September 2014: vleermuizen

Vleermuizen zijn nuttige zoogdieren, ze krijgen levende jongen die gezoogd worden.
Over de gehele wereld bezien zijn er wel duizend verschillende soorten, waarvan in de vorige eeuw in ons land 19 soorten zijn waargenomen. Deze soorten eten allemaal hetzelfde voedsel: insecten en spinnen. Ook water is heel belangrijk voor de vleermuizen. Ze scheren laag over het water om zo met hun bek het water op te scheppen. Alleen in de poolstreken en op sommige afgelegen eilanden zijn geen vleermuizen.
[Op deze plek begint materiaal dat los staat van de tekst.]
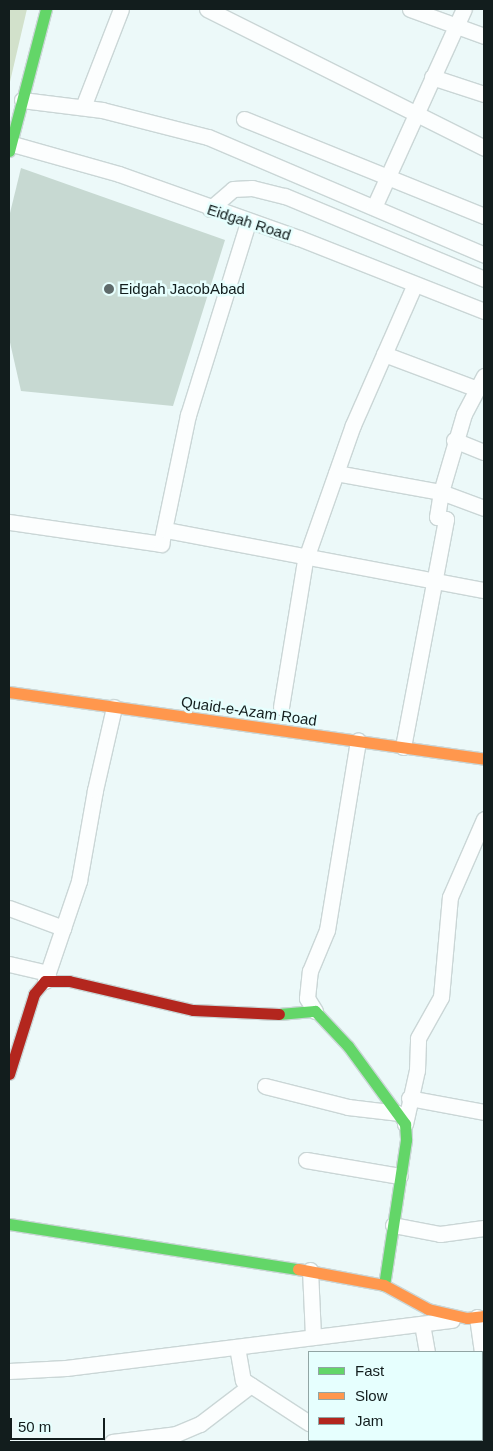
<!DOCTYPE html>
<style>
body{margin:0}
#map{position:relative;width:493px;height:1451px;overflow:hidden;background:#ecf9f9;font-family:Arial,sans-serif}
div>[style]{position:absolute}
.green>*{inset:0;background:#d2e1cb}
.building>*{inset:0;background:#c7d9d2}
.roads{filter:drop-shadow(1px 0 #cad6d6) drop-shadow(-1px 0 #cad6d6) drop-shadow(0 1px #cad6d6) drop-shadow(0 -1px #cad6d6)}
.street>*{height:15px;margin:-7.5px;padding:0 7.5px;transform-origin:7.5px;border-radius:7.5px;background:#fcfefe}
.fast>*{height:11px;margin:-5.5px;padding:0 5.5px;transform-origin:5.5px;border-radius:5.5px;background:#63d668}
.slow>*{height:11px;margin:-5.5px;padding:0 5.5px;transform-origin:5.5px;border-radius:5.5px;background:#ff974d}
.jam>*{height:11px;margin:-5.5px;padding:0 5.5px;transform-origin:5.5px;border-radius:5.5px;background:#b3261e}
.dots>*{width:14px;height:14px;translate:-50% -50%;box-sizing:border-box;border:2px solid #e6fffe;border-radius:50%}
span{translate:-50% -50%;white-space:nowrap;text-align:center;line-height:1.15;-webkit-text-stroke:5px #e6fffe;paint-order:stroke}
.street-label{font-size:15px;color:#121d1d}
.poi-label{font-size:15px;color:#121d1d}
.left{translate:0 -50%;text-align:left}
.frame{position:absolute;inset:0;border:10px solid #121d1d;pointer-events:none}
.legend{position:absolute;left:308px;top:1351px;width:175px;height:90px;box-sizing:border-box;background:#e6fffe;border:1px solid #91a5a4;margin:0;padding:6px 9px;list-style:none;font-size:15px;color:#121d1d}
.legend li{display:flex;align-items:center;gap:10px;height:25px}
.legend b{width:25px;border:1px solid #91a5a4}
.scale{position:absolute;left:10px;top:1418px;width:95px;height:22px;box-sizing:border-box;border:2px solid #121d1d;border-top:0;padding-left:6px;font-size:15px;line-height:18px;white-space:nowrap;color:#121d1d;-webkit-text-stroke:4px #e6fffe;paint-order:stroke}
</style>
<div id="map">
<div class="green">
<div style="clip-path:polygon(9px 9px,27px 9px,9px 86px)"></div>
</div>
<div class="building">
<div style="clip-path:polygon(21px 168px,225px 240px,173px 406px,21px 391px,9px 338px,9px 217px)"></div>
</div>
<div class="roads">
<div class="street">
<div style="left:207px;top:9px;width:310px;rotate:26.6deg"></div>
<div style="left:410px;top:9px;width:79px;rotate:20deg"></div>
<div style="left:432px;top:77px;width:55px;rotate:18.1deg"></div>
<div style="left:22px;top:100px;width:81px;rotate:7.1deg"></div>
<div style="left:102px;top:110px;width:109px;rotate:14.3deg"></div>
<div style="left:208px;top:137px;width:300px;rotate:23.1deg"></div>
<div style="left:83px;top:107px;width:105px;rotate:-68.8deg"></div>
<div style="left:244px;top:119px;width:259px;rotate:22deg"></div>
<div style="left:9px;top:143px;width:114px;rotate:15.7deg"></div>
<div style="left:119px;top:174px;width:191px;rotate:19.6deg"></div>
<div style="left:299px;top:238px;width:199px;rotate:21.5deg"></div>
<div style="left:374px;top:207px;width:217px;rotate:-65.6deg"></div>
<div style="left:210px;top:209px;width:30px;rotate:-41deg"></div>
<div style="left:233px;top:189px;width:19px;rotate:-3deg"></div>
<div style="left:252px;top:188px;width:34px;rotate:14deg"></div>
<div style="left:285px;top:196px;width:216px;rotate:22.6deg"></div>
<div style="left:384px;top:354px;width:99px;rotate:20.6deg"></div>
<div style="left:454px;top:440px;width:32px;rotate:22deg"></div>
<div style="left:336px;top:473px;width:107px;rotate:10.3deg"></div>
<div style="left:441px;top:492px;width:46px;rotate:20.4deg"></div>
<div style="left:9px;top:522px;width:154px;rotate:8.2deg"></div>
<div style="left:161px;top:544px;width:132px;rotate:-78.2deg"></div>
<div style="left:188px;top:415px;width:202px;rotate:-72.7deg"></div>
<div style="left:166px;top:530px;width:324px;rotate:10.7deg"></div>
<div style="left:281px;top:707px;width:148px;rotate:-80.7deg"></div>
<div style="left:305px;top:561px;width:144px;rotate:-70.6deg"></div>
<div style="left:353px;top:425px;width:152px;rotate:-66.3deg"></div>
<div style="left:403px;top:747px;width:232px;rotate:-79.3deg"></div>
<div style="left:446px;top:519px;width:9px;rotate:-167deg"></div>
<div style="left:437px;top:517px;width:25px;rotate:-81deg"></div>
<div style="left:441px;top:492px;width:81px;rotate:-73.6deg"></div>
<div style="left:464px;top:414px;width:43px;rotate:-62.2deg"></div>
<div style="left:9px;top:908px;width:58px;rotate:20.3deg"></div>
<div style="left:9px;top:964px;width:40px;rotate:13deg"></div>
<div style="left:45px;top:981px;width:106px;rotate:-71.2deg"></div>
<div style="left:79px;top:881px;width:92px;rotate:-80deg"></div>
<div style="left:95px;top:790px;width:85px;rotate:-77.1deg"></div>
<div style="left:315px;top:1011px;width:15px;rotate:-122deg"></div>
<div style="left:307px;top:998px;width:27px;rotate:-84deg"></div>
<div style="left:310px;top:971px;width:44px;rotate:-67.5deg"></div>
<div style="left:327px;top:930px;width:192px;rotate:-80.7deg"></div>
<div style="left:265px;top:1086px;width:86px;rotate:14.2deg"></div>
<div style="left:348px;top:1107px;width:50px;rotate:6.8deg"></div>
<div style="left:409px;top:1098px;width:76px;rotate:10.6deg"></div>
<div style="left:405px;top:1124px;width:55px;rotate:-77.5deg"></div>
<div style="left:417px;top:1070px;width:32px;rotate:-88deg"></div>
<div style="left:418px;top:1038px;width:47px;rotate:-60.7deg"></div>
<div style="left:441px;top:997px;width:100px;rotate:-84.9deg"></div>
<div style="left:450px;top:897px;width:85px;rotate:-66.4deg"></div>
<div style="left:306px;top:1160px;width:95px;rotate:9.7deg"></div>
<div style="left:393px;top:1225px;width:48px;rotate:10.8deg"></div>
<div style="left:440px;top:1234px;width:44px;rotate:-7.8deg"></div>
<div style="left:310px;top:1270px;width:67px;rotate:87.4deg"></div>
<div style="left:477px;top:1317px;width:49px;rotate:81.9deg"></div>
<div style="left:422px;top:1324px;width:28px;rotate:80deg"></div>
<div style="left:237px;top:1347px;width:34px;rotate:80deg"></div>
<div style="left:243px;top:1380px;width:79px;rotate:33.1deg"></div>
<div style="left:9px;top:1371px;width:57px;rotate:-3deg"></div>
<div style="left:66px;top:1368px;width:389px;rotate:-7.1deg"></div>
<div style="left:482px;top:1402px;width:2px"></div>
<div style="left:327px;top:1440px;width:4px;rotate:34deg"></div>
<div style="left:112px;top:1442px;width:64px;rotate:-7.1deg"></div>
<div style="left:176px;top:1434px;width:26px;rotate:-23deg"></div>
<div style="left:200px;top:1424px;width:64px;rotate:-37.4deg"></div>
</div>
<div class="fast">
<div style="left:9px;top:151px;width:147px;rotate:-75.4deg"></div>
<div style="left:279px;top:1014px;width:36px;rotate:-5deg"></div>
<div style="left:315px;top:1011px;width:48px;rotate:46.7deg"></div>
<div style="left:348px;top:1046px;width:97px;rotate:53.8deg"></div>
<div style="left:405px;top:1124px;width:16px;rotate:86deg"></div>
<div style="left:406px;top:1140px;width:147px;rotate:98.6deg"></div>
<div style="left:9px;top:1224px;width:292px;rotate:8.9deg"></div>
</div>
<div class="slow">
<div style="left:9px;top:692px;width:480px;rotate:8deg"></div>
<div style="left:298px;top:1269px;width:87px;rotate:10.5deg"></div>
<div style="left:384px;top:1285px;width:50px;rotate:28.6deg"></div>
<div style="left:428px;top:1309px;width:40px;rotate:13deg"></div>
<div style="left:467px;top:1318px;width:17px;rotate:-7deg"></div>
</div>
<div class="jam">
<div style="left:9px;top:1074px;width:84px;rotate:-72.6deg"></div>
<div style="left:34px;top:994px;width:17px;rotate:-50deg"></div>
<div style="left:45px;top:981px;width:24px"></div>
<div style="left:69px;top:981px;width:127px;rotate:13.2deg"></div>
<div style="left:193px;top:1010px;width:86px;rotate:2.7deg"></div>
</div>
</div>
<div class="dots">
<div style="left:109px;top:289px;background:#5e6a6a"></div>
</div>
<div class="street-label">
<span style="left:249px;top:222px;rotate:18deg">Eidgah Road</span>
<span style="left:249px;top:711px;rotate:8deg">Quaid-e-Azam Road</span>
</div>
<div class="poi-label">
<span class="left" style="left:119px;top:289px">Eidgah JacobAbad</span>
</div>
<div class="frame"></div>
<ul class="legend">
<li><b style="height:6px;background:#63d668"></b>Fast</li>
<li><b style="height:6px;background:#ff974d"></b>Slow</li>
<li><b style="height:6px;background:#b3261e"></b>Jam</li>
</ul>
<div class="scale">50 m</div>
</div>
De vleermuis bevolkt onze aarde al zo’n 50 miljoen jaar, dus was er duidelijk eerder dan de mens.
Het zijn nachtdieren met, hoe vreemd ook, kleine kraaloogjes. Met deze oogjes kunnen ze heel goed het verschil tussen licht en donker waarnemen. Hun oren zijn echter uitstekend ontwikkeld. Met bek of neus stoten vleermuizen geluid uit, deze geluiden kaatsen terug tegen voorwerpen, maar ook prooien, de echo van deze teruggekaatste geluiden worden met de oren waargenomen, dit noemen we echolocatie. Zo weet het diertje precies hoe hij of zij moet vliegen en voedsel kan bemachtigen. Met de “bat-detector of vleermuisopspoorder” kunnen we onderzoek doen naar het voorkomen van de verschillende vleermuizen. Dit elektronisch apparaatje zorgt ervoor dat de voor ons onhoorbare geluiden [ultrasone geluiden] hoorbaar gemaakt worden. Ja want elke vleermuis maakt zijn eigen specifieke geluid.
Deze, en de volgende maand, is de laatste mogelijkheid om vleermuizen waar te nemen, voordat ze in winterslaap gaan. Vanwege gebrek aan insecten gaat het diertje in ons land in winterslaap. Vanaf de tweede helft van augustus tot in oktober paren de laatvlieger [Eptesicus serotinus] en de dwergvleermuis [Pipistrellus pipistrellus], twee van de 9 soorten die op onze Gorsselse Heide voorkomen (zie de Ecologische Atlas).

De laatvlieger is een grote vleermuissoort en heeft zijn naam te danken omdat hij of zij wat later in de avond dan de andere vleermuissoorten aan de voedseltocht begint. De vacht is aan de bovenzijde donker roodbruin met glanzende uiteinden. De onderzijde is geelbruin; er loopt echter geen duidelijke grens tussen beide zijden. De oren en snuit zijn zwart, en de brede vleugels zijn donkerbruin tot zwart. De oren zijn relatief klein en driehoekig. Van kop tot staart is de laatvlieger ongeveer 58 tot 85 millimeter lang. De spanwijdte is 320 tot 380 millimeter en hij weegt 15 tot 30 gram.




De gewone dwergvleermuis is één van de kleinste vleermuissoorten. De vacht is bruin: de bovenzijde kan verschillen van oranjebruin, roestbruin, kastanjebruin tot donkerbruin, de onderzijde is gelig tot grijzig bruin. Jonge en onvolwassen dieren zijn donkerder en hebben een grijzige kleur. De snuit, oren en vleugels zijn zwartbruin. De vleugels zijn smal. De dwergvleermuis wordt 36 tot 51 millimeter lang, met een spanwijdte van 180 tot 240 millimeter. Hij weegt ongeveer 3,5 tot 8,5 gram.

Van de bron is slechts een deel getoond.